WORK ORDER: Among the entries, find the lines with the string "Estrelas" and copy them.

Segment Open

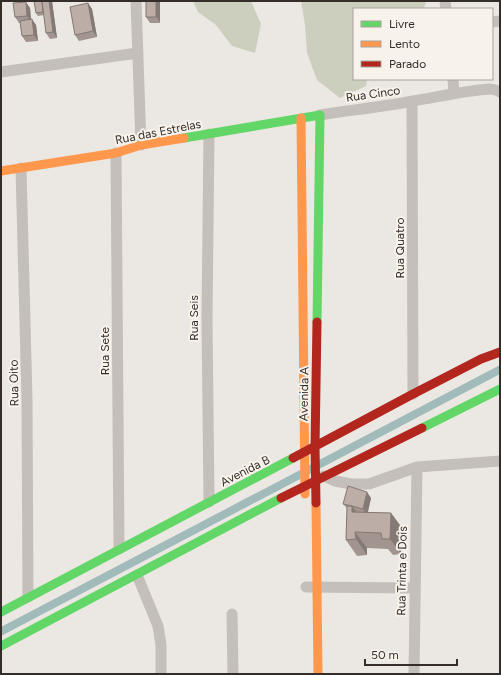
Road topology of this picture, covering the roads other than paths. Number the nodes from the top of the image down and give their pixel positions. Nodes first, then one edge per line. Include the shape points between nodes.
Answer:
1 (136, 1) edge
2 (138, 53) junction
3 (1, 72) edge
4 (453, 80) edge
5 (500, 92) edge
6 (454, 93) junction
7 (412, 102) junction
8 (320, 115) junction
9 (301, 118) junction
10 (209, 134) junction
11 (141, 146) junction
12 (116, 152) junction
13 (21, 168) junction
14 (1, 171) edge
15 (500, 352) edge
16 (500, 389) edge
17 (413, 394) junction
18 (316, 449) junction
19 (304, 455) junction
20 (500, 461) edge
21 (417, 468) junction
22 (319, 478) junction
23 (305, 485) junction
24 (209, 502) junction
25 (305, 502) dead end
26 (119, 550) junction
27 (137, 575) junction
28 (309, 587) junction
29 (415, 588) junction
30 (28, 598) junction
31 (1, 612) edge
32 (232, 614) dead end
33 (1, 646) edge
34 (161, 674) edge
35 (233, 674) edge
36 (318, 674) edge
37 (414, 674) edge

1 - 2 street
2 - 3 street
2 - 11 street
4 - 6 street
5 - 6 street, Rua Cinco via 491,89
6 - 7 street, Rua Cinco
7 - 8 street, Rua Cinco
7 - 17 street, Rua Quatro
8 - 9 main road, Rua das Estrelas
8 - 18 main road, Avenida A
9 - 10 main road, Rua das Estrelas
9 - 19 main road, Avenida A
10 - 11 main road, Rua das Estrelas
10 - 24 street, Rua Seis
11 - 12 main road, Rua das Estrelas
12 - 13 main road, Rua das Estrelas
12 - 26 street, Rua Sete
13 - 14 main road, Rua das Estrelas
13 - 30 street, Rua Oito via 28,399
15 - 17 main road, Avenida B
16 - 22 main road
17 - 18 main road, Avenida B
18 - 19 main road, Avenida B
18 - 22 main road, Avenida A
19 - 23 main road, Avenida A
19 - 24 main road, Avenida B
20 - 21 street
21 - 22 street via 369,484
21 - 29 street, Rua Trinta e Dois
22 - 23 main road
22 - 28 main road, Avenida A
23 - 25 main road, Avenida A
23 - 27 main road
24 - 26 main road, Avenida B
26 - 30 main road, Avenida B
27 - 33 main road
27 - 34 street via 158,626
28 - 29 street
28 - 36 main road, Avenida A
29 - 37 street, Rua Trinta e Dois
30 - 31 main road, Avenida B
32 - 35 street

Segment Closed
Segment Open

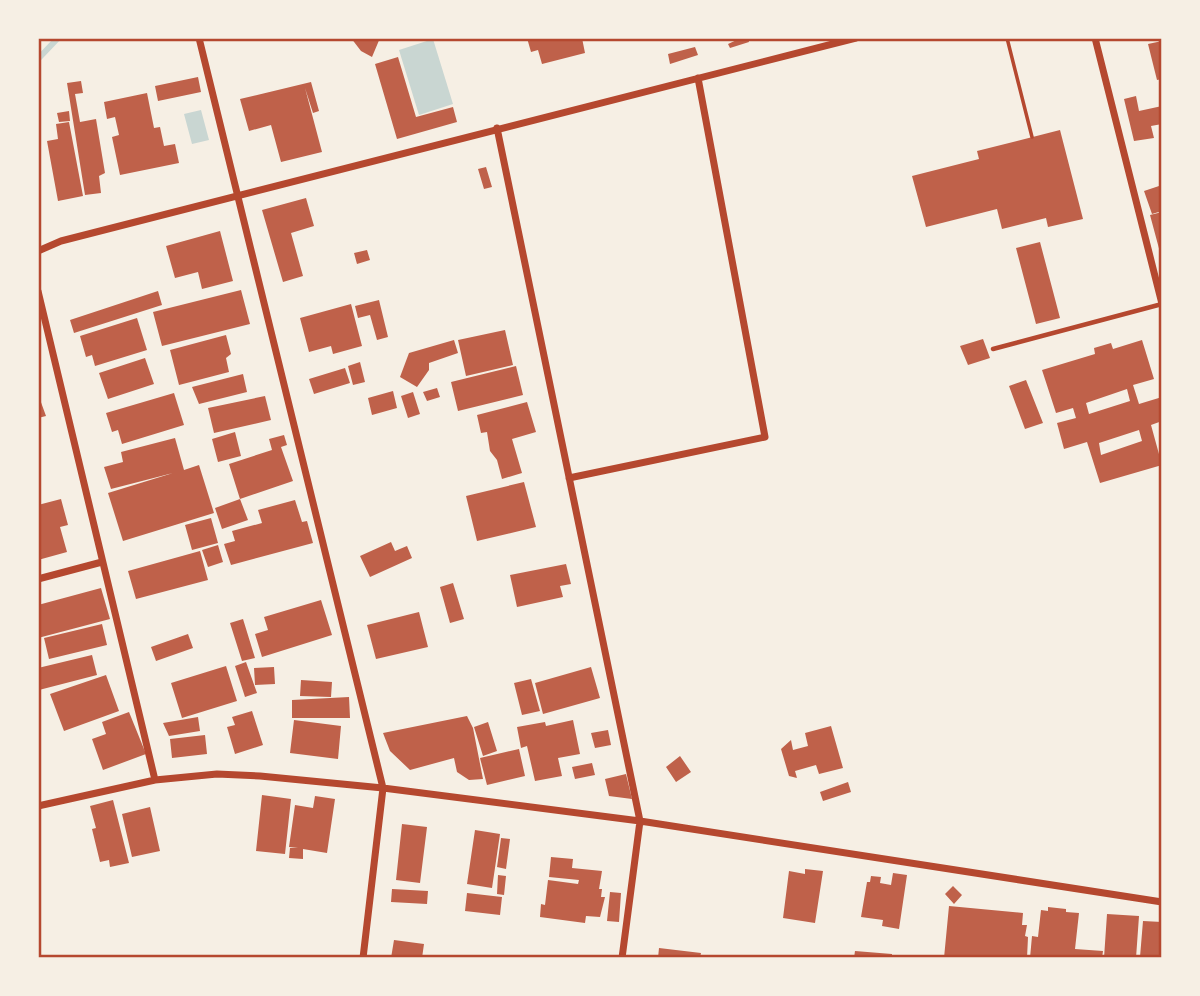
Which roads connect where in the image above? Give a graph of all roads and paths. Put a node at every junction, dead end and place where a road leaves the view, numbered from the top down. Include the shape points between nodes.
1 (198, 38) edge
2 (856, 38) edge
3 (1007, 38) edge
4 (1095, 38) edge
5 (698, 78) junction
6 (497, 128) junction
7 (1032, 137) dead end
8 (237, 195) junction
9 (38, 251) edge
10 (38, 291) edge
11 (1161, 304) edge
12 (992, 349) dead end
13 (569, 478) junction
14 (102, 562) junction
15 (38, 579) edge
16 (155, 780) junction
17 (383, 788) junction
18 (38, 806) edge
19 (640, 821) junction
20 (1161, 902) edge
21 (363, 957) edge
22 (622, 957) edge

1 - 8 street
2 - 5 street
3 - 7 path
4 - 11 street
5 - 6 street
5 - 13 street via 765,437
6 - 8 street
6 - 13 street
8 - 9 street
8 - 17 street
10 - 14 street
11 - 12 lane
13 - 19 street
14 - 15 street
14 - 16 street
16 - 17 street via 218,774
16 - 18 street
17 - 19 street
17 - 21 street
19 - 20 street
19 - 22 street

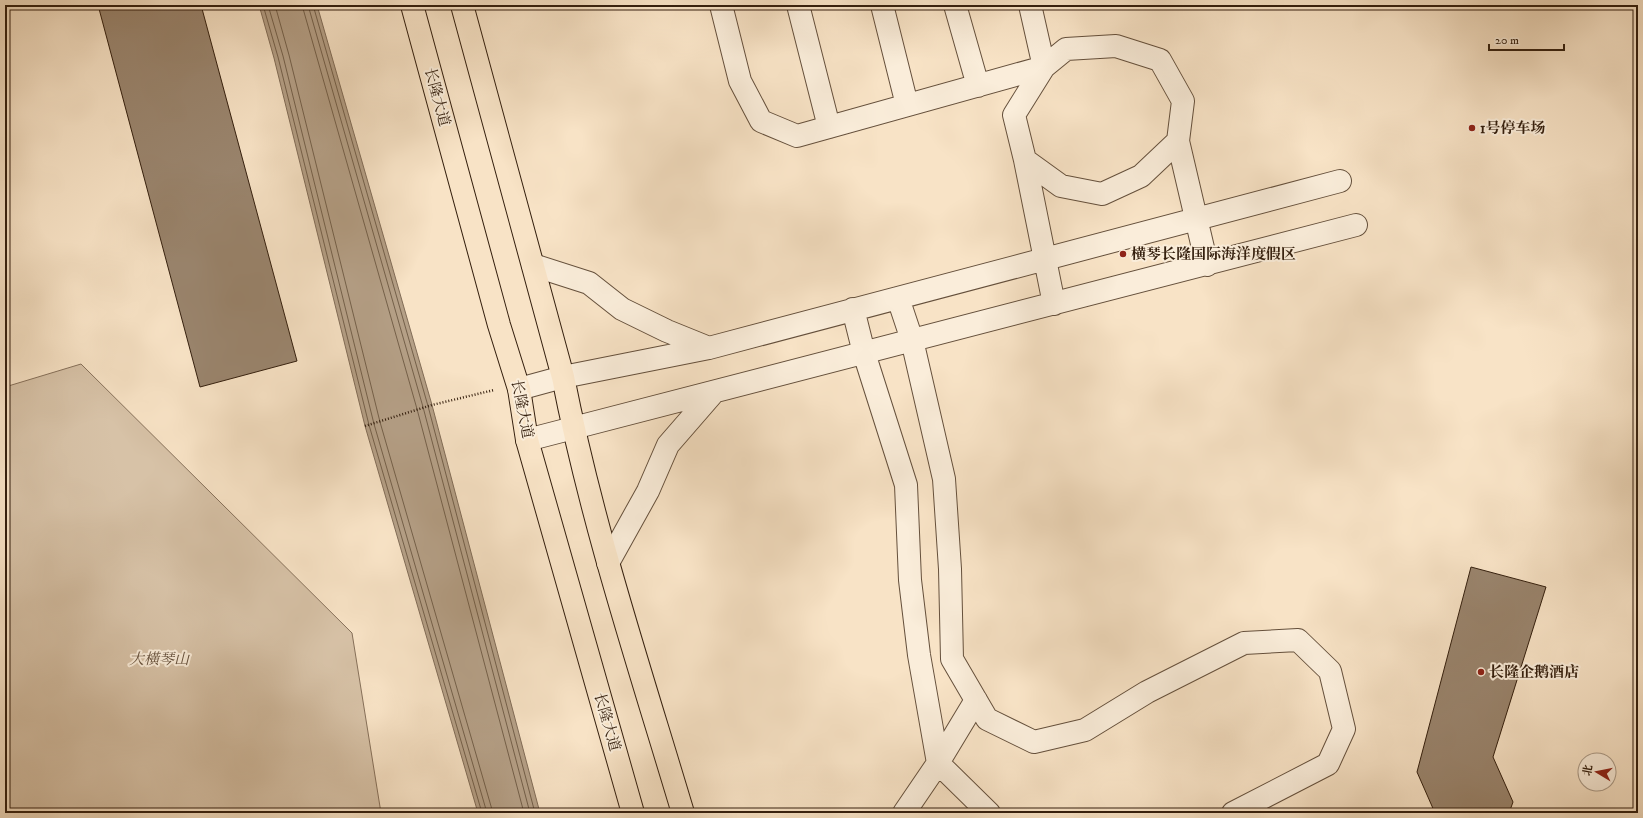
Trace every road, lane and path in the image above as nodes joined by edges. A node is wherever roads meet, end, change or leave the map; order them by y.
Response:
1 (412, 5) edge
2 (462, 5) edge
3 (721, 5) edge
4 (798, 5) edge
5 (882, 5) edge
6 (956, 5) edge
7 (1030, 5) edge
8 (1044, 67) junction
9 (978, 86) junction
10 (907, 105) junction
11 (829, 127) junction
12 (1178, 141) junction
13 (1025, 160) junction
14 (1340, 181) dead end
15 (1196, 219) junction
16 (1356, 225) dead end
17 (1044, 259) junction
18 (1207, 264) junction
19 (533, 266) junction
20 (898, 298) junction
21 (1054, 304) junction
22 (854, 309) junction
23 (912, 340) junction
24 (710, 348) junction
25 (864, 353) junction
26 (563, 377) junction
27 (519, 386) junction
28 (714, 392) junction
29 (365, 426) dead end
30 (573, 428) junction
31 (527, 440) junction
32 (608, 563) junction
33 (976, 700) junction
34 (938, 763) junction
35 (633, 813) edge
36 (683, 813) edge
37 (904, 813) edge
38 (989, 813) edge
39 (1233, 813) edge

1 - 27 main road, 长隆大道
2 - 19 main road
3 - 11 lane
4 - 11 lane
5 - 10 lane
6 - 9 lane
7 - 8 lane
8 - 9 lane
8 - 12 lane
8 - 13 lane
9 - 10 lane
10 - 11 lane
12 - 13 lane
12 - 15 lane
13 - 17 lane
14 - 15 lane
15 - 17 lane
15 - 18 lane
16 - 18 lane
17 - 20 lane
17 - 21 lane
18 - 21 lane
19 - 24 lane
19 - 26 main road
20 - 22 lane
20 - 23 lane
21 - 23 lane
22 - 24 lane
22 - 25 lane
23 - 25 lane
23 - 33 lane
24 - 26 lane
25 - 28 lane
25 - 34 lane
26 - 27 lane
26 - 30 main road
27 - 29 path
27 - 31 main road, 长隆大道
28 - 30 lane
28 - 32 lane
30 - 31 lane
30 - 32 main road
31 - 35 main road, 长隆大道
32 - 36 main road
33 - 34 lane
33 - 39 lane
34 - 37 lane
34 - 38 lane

Segment Closed

COMPLETED TASK:
8 - 9 main road, Rua das Estrelas
9 - 10 main road, Rua das Estrelas
10 - 11 main road, Rua das Estrelas
11 - 12 main road, Rua das Estrelas
12 - 13 main road, Rua das Estrelas
13 - 14 main road, Rua das Estrelas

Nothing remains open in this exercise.